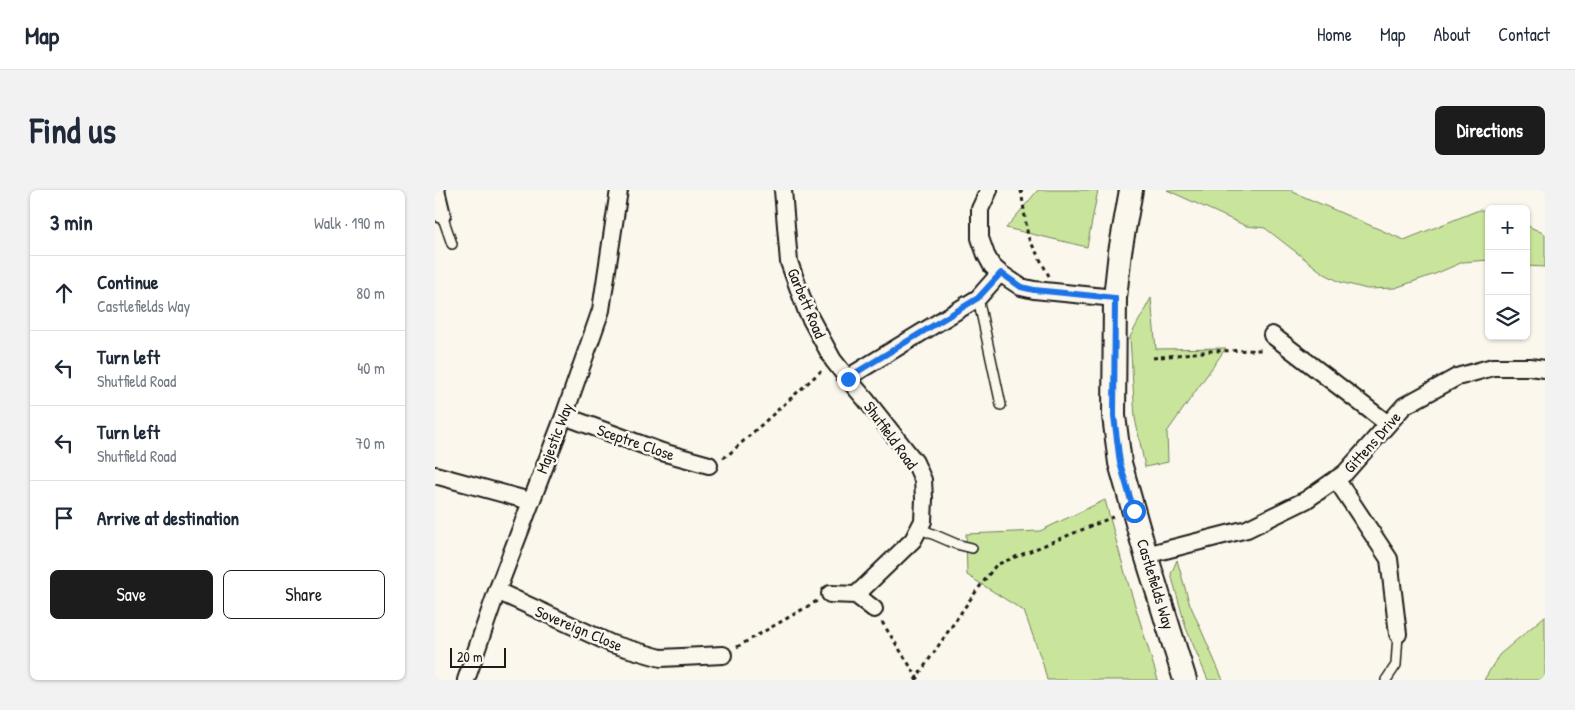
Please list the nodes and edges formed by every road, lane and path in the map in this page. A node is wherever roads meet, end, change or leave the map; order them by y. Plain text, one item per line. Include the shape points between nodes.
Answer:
1 (436, 190) edge
2 (619, 190) edge
3 (783, 190) edge
4 (989, 190) edge
5 (1021, 190) edge
6 (1131, 190) edge
7 (443, 214) joint
8 (452, 244) dead end
9 (1001, 273) junction
10 (1052, 280) dead end
11 (978, 298) junction
12 (1115, 298) junction
13 (1277, 339) joint
14 (1153, 358) dead end
15 (833, 360) junction
16 (1545, 369) edge
17 (848, 379) junction
18 (1001, 404) dead end
19 (563, 416) junction
20 (1388, 424) junction
21 (709, 465) joint
22 (435, 475) edge
23 (1336, 479) junction
24 (530, 501) junction
25 (1113, 516) dead end
26 (921, 528) junction
27 (972, 548) dead end
28 (1146, 556) junction
29 (497, 591) junction
30 (830, 594) joint
31 (857, 595) junction
32 (874, 609) joint
33 (1398, 634) joint
34 (723, 655) joint
35 (917, 679) edge
36 (466, 680) edge
37 (1185, 680) edge
38 (1386, 680) edge

1 - 7 street
2 - 19 street, Majestic Way via 601,310
3 - 15 street, Garbett Road via 789,262 807,312
4 - 9 street via 980,209 980,238 989,260
5 - 10 path via 1028,237
6 - 12 main road, Castlefields Way
7 - 8 lane
9 - 11 street
9 - 12 street via 1021,287 1034,290
11 - 17 street
11 - 18 lane
12 - 28 main road, Castlefields Way via 1115,425 1120,463
13 - 14 path via 1265,350 1210,351
13 - 20 street
15 - 17 street, Garbett Road
15 - 21 path via 728,455
16 - 20 street, Gittens Drive via 1493,366 1457,377 1403,406
17 - 26 street, Shutfield Road via 915,462 923,480
19 - 21 street, Sceptre Close via 662,452
19 - 24 street, Majestic Way
20 - 23 street, Gittens Drive
22 - 24 street
23 - 28 street, Gittens Drive via 1306,500 1247,529
23 - 33 street via 1389,559
24 - 29 street, Majestic Way
25 - 35 path via 996,565
26 - 27 lane
26 - 31 street via 913,540
28 - 37 main road, Castlefields Way
29 - 34 street, Sovereign Close via 628,649 661,658
29 - 36 street, Majestic Way
30 - 31 street
30 - 34 path
31 - 32 street
32 - 35 path
33 - 38 lane via 1396,665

***

■ The problem
After reading through the material, report every line that holds "dead".

■ Solution to this exercise
8 (452, 244) dead end
10 (1052, 280) dead end
14 (1153, 358) dead end
18 (1001, 404) dead end
25 (1113, 516) dead end
27 (972, 548) dead end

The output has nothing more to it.